Hay
un guardián ante la Ley. A ese guardián llega un hombre del campo que pide ser
admitido a la Ley. El guardián le responde que ese día no puede permitirle la
entrada. El hombre reflexiona, y pregunta si luego podrá entrar. "Es
posible", dice el guardián, "pero no ahora". Como la puerta de
la Ley sigue abierta y el guardián está, a un lado, el hombre se agacha para
espiar. El guardián se ríe, y le dice "Fíjate bien: soy muy fuerte. Y
soy el más subalterno de los guardianes. Adentro no hay una sala que no esté
custodiada por su guardián, cada uno más fuerte que el anterior. Ya el
tercero tiene un aspecto que yo mismo no puedo soportar." El hombre no ha
previsto esas trabas. Piensa que la Ley debe ser accesible a todos los hombres,
pero al fijarse en el guardián con su capa de piel, su gran nariz aguda y su
larga y deshilachada barba de tártaro, resuelve que más vale esperar. El
guardián le da un banco y lo deja sentarse junto a la puerta. Ahí pasa los días
y los años. Intenta muchas veces ser admitido y fatiga al guardián con sus
peticiones. El guardián entabla con él diálogos limitados y lo interroga
acerca de su hogar y de otros asuntos, pero de una manera impersonal, como de señor
importante, y siempre acaba repitiendo que no puede pasar todavía. El hombre,
que se había equipado de muchas cosas para su viaje, va despojándose de
todas ellas para sobornar al guardián. Éste no las rehúsa, pero declara:
“Acepto para que no te figures que has omitido algún empeño”. En los
muchos años el hombre no deja de mirarlo.
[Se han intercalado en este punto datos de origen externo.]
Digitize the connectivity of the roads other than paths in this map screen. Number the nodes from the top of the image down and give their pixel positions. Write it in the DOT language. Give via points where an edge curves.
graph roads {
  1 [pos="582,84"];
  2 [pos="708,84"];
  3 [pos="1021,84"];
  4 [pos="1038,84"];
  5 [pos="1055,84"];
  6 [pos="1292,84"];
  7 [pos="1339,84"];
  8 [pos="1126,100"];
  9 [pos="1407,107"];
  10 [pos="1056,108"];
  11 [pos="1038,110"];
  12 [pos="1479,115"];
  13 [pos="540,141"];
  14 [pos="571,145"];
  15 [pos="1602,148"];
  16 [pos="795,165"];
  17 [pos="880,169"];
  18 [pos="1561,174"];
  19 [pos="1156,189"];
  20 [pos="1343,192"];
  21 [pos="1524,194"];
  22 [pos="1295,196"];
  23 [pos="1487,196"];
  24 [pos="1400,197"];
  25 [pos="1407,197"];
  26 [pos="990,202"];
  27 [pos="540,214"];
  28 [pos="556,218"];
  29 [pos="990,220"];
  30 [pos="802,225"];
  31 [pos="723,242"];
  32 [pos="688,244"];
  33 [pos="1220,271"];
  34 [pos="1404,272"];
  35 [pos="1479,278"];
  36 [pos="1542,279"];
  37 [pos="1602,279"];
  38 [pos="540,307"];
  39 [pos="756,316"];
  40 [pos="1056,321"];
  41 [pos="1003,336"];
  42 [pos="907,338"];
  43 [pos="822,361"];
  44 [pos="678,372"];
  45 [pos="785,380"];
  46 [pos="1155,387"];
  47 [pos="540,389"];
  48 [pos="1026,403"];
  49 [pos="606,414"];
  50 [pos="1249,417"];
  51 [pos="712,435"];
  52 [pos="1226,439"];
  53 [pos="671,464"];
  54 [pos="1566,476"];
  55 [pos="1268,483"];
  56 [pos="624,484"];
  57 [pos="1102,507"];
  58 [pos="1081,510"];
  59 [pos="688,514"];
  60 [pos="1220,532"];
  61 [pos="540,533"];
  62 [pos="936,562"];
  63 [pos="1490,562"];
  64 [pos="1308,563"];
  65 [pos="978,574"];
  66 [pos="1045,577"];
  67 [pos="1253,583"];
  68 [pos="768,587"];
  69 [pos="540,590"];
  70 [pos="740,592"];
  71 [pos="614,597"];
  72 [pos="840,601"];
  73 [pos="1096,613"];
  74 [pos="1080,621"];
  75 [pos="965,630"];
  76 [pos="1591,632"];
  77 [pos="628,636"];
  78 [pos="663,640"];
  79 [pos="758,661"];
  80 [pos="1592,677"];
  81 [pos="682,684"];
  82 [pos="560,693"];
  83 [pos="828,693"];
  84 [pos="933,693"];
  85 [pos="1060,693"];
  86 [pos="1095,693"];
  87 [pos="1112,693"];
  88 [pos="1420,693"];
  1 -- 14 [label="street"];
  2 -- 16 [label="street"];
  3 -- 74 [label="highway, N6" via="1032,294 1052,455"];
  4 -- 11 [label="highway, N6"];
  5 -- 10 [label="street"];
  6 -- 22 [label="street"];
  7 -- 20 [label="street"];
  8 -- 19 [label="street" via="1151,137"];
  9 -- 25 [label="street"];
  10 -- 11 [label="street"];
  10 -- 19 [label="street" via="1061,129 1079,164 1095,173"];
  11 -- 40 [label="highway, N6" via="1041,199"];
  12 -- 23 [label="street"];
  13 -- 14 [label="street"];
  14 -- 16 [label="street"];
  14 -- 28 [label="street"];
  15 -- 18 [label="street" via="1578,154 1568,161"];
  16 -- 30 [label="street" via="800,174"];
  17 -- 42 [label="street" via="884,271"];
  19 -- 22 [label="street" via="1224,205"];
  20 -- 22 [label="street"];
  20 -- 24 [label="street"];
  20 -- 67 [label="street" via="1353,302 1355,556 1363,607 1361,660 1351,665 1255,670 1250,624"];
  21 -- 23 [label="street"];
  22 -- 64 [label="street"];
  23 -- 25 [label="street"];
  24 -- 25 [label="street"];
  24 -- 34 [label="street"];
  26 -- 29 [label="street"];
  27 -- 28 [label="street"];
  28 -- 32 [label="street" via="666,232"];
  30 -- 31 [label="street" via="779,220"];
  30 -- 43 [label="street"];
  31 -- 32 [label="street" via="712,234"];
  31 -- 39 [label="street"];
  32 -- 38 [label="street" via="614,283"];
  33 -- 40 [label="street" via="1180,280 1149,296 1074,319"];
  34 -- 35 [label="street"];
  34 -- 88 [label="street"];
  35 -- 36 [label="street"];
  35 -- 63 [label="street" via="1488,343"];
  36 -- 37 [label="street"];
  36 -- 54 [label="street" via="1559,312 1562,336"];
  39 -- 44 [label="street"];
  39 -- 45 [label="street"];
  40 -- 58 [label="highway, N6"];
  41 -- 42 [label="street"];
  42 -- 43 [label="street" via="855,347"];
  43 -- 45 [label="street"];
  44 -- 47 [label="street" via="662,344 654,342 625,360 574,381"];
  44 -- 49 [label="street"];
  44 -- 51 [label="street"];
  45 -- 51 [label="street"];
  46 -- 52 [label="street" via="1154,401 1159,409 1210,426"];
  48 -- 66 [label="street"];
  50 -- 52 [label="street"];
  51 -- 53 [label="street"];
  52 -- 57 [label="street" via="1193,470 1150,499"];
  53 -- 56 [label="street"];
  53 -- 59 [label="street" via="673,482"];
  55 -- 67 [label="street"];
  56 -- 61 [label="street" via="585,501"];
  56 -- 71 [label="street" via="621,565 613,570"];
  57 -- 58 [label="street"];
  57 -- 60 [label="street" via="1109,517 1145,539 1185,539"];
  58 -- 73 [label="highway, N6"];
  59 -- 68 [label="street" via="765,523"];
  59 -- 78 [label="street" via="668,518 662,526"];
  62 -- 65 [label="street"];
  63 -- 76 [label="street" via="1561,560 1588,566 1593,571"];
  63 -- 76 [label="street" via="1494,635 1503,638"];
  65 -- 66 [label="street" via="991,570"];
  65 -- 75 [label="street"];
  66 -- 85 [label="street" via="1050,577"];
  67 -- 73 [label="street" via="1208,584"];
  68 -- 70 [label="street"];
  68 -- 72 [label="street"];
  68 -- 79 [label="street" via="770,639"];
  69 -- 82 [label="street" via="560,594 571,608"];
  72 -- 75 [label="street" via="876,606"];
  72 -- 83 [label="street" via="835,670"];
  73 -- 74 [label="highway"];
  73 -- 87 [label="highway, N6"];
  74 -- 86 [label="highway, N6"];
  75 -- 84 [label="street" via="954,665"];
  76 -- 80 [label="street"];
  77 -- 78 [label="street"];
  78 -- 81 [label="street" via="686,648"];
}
Se olvida de los otros y piensa que éste
es la única traba que lo separa de la Ley. En los primeros años maldice a
gritos su perverso destino, con la vejez, la maldición decae en quejumbre. El
hombre se vuelve infantil, y como en su vigilia de años ha llegado a reconocer
las pulgas en la capa de piel, acaba por pedirles que lo socorran y que
intercedan con el guardián. Al fin se le nublan los ojos y no sabe si estos
lo engañan o si se ha oscurecido el mundo. Apenas si percibe en la sombra una
claridad que fluye inmortalmente de la puerta de la Ley. Ya no le queda mucho
que vivir. En su agonía los recuerdos forman una sola pregunta, que no ha
propuesto aún al guardián. Como no puede incorporarse, tiene que llamarlo por
señas. El guardián se agacha profundamente, pues la disparidad de las
estaturas ha aumentado muchísimo. "¿Qué pretendes ahora?", dice
el guardián, "eres insaciable". "Todos se esfuerzan por la
Ley", dice el hombre. “¿Será posible que en los años que espero nadie
haya querido entrar sino yo?” El guardián entiende que el hombre se está
acabando, y tiene que gritarle para que le oiga: “Nadie ha querido entrar por
aquí, porque a ti solo estaba destinada esta puerta. Ahora voy a cerrarla.”